Saved data entries:

----------

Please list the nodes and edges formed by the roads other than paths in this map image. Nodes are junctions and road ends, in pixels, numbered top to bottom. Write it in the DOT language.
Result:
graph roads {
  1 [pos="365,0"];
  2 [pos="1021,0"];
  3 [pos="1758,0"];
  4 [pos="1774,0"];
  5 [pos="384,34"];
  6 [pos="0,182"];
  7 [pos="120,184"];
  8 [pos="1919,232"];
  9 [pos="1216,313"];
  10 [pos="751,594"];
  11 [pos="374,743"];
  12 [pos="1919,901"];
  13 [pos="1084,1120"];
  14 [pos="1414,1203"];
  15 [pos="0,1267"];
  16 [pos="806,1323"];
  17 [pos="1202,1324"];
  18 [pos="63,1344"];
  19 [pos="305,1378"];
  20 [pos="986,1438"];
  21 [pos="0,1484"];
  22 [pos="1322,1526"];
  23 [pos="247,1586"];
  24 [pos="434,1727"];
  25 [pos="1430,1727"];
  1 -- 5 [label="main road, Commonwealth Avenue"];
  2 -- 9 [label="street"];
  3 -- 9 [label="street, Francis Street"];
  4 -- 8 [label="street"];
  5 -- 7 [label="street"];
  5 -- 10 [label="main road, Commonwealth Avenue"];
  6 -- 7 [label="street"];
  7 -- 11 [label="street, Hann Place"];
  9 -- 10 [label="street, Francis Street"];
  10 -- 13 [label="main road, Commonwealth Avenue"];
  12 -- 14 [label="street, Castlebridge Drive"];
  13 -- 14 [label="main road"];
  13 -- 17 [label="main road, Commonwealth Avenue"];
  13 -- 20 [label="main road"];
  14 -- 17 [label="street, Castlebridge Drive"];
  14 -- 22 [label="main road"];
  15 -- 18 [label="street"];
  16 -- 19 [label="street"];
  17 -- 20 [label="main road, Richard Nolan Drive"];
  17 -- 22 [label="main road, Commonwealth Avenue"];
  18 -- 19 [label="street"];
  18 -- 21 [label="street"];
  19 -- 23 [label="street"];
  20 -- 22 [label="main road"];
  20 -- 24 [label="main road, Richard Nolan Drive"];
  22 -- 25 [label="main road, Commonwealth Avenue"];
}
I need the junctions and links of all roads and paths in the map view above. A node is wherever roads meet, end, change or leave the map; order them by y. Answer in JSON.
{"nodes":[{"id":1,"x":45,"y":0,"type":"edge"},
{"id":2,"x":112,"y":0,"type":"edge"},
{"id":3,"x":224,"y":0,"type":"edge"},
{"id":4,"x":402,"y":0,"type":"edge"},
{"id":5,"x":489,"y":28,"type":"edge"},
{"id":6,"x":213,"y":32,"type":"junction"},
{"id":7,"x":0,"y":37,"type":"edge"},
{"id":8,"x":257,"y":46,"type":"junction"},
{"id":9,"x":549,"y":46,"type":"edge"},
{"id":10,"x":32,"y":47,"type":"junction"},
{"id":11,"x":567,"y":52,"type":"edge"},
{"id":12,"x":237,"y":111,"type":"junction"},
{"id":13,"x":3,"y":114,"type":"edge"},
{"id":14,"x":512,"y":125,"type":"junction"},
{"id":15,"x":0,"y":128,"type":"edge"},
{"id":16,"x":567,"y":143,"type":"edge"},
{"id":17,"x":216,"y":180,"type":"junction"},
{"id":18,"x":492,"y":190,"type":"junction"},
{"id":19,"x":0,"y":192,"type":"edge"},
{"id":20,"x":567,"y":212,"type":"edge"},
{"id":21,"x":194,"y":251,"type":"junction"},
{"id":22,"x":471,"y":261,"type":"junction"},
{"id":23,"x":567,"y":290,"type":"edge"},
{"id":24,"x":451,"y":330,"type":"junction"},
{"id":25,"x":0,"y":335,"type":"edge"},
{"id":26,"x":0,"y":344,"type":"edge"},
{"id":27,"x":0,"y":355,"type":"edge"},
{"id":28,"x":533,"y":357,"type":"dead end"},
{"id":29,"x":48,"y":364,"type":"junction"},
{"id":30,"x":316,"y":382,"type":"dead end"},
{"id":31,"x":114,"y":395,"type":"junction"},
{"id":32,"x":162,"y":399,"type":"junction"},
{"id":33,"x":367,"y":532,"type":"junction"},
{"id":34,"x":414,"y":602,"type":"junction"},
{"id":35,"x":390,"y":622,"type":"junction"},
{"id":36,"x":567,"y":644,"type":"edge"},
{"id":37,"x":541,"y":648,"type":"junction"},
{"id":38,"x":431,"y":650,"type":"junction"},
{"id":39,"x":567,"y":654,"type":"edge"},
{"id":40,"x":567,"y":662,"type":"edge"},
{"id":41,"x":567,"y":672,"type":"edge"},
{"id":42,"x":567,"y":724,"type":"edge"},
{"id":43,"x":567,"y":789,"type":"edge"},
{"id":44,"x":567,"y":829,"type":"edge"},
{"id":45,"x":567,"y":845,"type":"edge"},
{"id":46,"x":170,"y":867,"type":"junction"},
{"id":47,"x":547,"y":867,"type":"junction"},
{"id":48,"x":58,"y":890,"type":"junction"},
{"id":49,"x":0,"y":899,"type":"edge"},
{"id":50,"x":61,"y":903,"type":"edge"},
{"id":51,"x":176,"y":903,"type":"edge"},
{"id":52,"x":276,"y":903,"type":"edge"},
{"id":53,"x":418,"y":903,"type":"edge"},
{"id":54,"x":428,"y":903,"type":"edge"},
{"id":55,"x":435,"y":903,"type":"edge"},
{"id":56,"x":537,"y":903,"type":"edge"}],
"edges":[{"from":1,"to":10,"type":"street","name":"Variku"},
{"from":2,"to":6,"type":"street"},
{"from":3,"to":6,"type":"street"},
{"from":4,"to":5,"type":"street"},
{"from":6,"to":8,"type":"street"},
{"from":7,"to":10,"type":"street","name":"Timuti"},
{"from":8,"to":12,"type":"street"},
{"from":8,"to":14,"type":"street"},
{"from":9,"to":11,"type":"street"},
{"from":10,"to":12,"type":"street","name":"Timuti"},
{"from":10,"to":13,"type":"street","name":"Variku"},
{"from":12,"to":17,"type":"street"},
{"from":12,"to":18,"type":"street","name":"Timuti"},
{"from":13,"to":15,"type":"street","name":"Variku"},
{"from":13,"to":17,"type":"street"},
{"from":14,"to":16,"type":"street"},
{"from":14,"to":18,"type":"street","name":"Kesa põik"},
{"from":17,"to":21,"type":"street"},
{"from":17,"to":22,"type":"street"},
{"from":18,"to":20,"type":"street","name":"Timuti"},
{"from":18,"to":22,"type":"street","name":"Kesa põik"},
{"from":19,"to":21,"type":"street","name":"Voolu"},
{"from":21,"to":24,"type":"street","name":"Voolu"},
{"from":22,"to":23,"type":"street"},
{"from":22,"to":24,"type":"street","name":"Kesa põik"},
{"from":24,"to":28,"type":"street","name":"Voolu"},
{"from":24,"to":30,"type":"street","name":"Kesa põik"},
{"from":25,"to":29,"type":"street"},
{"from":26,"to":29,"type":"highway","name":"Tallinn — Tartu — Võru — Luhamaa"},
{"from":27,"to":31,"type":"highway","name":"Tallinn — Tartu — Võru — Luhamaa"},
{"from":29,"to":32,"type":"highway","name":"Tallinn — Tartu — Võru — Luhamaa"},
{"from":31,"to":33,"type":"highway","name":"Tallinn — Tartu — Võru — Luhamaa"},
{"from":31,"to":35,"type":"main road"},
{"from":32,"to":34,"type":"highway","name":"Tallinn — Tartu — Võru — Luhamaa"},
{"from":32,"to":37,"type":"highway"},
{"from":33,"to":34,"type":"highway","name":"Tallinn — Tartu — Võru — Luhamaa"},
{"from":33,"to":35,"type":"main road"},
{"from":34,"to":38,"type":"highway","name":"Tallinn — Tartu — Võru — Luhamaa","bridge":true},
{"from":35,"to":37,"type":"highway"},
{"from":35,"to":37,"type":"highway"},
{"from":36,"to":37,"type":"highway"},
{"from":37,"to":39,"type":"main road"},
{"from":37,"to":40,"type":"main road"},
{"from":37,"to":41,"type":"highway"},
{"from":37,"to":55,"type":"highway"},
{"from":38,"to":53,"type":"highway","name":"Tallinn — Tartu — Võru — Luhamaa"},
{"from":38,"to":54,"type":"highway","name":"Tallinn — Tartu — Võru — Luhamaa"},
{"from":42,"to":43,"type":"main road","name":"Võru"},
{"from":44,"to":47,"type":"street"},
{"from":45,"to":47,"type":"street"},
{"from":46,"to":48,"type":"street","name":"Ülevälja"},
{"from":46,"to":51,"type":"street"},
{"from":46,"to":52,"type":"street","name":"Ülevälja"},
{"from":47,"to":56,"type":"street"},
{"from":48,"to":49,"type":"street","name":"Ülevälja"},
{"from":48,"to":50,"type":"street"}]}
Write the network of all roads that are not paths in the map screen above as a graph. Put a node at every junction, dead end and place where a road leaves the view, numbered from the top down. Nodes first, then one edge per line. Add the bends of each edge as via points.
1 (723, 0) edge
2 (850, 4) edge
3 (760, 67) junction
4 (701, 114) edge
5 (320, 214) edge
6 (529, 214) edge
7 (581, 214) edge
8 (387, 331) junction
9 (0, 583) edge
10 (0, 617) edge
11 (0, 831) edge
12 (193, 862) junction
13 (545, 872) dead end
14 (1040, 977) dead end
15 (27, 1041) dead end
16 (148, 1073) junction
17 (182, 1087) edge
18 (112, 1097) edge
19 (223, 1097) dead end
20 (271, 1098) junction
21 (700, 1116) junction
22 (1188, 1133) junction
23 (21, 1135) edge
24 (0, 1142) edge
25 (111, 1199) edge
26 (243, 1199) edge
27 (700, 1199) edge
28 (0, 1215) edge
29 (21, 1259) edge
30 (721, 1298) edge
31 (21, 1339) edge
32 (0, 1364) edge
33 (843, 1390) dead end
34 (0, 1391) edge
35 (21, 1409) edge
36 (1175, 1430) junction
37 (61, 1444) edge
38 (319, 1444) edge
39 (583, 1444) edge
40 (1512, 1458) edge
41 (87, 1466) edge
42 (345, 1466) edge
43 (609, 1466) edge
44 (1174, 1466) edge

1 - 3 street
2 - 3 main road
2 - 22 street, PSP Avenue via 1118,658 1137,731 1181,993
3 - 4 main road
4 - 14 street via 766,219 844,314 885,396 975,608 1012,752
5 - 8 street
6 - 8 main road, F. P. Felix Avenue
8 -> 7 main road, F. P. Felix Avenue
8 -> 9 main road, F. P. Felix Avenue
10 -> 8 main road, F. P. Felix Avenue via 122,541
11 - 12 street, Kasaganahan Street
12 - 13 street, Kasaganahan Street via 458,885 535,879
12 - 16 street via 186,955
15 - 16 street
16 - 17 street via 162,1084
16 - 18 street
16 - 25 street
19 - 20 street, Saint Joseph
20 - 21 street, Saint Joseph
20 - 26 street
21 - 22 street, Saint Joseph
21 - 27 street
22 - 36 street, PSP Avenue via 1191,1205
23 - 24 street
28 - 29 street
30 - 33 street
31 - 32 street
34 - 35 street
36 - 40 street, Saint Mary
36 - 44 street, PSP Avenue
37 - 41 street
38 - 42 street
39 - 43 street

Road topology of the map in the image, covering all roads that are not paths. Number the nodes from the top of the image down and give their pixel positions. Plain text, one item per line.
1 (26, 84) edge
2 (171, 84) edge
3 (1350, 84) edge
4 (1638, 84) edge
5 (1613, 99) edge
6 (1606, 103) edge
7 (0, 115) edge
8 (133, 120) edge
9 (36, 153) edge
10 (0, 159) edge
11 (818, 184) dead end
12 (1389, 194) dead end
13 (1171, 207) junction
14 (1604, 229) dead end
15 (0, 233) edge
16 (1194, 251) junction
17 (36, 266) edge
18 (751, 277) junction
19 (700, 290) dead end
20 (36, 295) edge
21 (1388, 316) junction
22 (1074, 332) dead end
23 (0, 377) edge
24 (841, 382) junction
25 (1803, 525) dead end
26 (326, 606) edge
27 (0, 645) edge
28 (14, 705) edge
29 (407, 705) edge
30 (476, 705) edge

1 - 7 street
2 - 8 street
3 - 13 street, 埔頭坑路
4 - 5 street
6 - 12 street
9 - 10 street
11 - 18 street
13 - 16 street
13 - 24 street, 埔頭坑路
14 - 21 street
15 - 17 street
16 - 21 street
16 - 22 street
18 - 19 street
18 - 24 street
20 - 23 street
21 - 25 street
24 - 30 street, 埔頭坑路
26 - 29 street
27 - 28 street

----------

*Requirement*
Write out each line above that contains the word "Felix".

*Answer area*
6 - 8 main road, F. P. Felix Avenue
8 -> 7 main road, F. P. Felix Avenue
8 -> 9 main road, F. P. Felix Avenue
10 -> 8 main road, F. P. Felix Avenue via 122,541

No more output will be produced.